Son las 6:30 de una fría mañana de invierno en Osorno, Doña Maria sabe que es hora de salir de la cama. Pero también sabe que su casa no cuenta con calefacción, así que levantarse requiere un gran esfuerzo para Doña Maria.
Doña Maria, coloca cuidadosamente su rodilla con artritis sobre el borde de la cama. Se sienta y espera a que, poco a poco, calme el dolor que siente en las piernas. Entonces, ayudándose con las manos, se levanta entre lamentos y, con las manos en las caderas, como un “saltamontes que se arrastra”, va cojeando lentamente hasta el baño, ¡Lo logre!, se dice a si misma. No solo ha despertado para ver un nuevo día, también ha conseguido mover su adolorido cuerpo.
Pero Doña Maria le preocupa algo mas: que me falle la mente, esto es lo que Doña Maria reconoce como su mayor temor, aunque de ves en cuando pierda las llaves, su cerebro todavía funciona bien.
Como muchos de nosotros al igual que Doña Maria nunca pensamos en la vejez. Pero sin darnos cuenta el tiempo pasa, y como bien menciona, su cuerpo no deja de recordarle que tiene 74 años.

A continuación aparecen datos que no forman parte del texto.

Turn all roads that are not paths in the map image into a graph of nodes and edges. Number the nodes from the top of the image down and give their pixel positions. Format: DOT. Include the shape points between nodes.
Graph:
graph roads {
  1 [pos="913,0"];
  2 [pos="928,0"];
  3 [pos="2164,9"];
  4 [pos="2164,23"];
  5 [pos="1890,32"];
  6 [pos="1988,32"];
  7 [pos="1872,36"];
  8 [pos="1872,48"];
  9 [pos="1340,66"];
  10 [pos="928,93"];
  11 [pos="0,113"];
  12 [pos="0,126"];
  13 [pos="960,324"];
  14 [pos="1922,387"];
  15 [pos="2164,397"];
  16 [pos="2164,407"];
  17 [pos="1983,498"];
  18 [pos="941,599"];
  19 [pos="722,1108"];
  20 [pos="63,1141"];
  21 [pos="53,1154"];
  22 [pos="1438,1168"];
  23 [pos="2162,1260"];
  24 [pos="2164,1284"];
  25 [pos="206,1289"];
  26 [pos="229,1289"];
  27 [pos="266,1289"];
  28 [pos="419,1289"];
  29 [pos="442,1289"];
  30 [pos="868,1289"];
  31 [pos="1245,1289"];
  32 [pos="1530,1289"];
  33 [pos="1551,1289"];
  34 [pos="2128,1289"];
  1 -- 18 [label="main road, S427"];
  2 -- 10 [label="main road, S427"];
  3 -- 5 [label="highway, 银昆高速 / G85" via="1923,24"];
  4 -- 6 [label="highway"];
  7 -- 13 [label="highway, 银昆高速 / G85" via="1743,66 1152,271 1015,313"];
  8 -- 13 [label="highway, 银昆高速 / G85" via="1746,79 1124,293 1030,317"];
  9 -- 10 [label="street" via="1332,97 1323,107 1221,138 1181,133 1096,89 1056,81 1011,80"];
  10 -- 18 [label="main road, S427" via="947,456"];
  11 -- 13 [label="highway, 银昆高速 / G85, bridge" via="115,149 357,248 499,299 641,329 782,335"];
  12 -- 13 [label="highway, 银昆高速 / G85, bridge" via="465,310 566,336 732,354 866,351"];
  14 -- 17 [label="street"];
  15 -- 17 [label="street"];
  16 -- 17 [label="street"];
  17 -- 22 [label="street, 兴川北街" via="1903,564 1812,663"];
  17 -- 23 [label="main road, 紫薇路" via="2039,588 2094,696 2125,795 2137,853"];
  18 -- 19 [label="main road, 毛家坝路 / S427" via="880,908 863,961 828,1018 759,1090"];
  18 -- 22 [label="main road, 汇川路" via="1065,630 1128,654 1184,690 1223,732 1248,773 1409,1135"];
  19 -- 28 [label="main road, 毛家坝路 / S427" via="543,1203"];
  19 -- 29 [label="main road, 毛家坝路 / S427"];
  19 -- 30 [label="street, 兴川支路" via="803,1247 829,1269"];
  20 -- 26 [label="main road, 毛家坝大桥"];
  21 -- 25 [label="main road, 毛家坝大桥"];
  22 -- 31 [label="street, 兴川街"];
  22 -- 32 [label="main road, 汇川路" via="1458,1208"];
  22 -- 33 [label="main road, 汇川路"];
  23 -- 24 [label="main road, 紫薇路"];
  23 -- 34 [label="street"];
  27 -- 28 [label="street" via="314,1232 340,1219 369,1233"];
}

Pero no tos viven esta etapa de forma tan triste como Doña Maria, muchos consideran esta etapa como los años dorados de su vida, ya que gozan de relativa buena salud y no tienen grandes preocupaciones, pero como muy bien sabemos, otros ancianos sufren “malos tiempo” y solo pueden decir: “no disfruto la vida ahora”. De ahí que es importante señalar que hoy la vejez se vive como un camino inverso, la vejez, anteriormente considerada como fuente de prestigio y sabiduría; hoy sus vidas se trasforman en un borrón y cuenta nueva respecto a sus experiencias acumuladas. No existe el lugar que se merecen en la sociedad, y en muchas ocasiones son consideradas como un estorbo y cumplen un papel meramente pasivo en la sociedad. Lo que con frecuencia crea en ellos un sentimiento de inutilidad demás de creer que quedan atrás en el acelerado mundo actual.
Es muy importante crear una conciencia social al respecto, recordar que en muchas culturas los ancianos eran los encargados de transmitir el conocimiento y los valores morales y espirituales a las siguientes generaciones. Además, si no existieran no tendríamos historia se perdería nuestra verdadera identidad. Quien le contaría entonces a nuestros hijos lo que ha sucedido en nuestras vidas mas ricas y nos llenan de alegría por algunos momentos. Las personas mayores son quien es, a pesar de sus limitaciones, comparten altruistamente sus experiencias y sus recursos con los demás esto es lo que los trasforma en “miembros valiosos dentro de nuestra sociedad”.
Como antes mencionaba es importante crear esta conciencia social enseñar a los demás a ayudar a los mayores ¿Cómo? Respetando su dignidad, escuchándolos con atención, mostrando empatía, animándolos cuando lo necesitan, incluyéndolos en nuestras actividades, ofreciéndoles ayuda práctica y lo más importante teniéndoles gran paciencia.
He ahí la importancia de estas palabras. “algunos llegamos a hasta los setenta años, quizás alcancemos hasta los ochenta, si las fuerzas nos acompañan. Tantos años de vida, sin embargo, solo traen pesadas cargas y calamidades: pronto pasan y con ellas pasamos nosotros”, este fragmento de un poema, escrito hace tres milenios confirma que envejecer siempre a sido un reto, seamos consientes con nuestros ancianos hagamos de esta etapa algo especial, para que realmente puedan decir con certeza “buena vejez, viejo pero satisfecho”.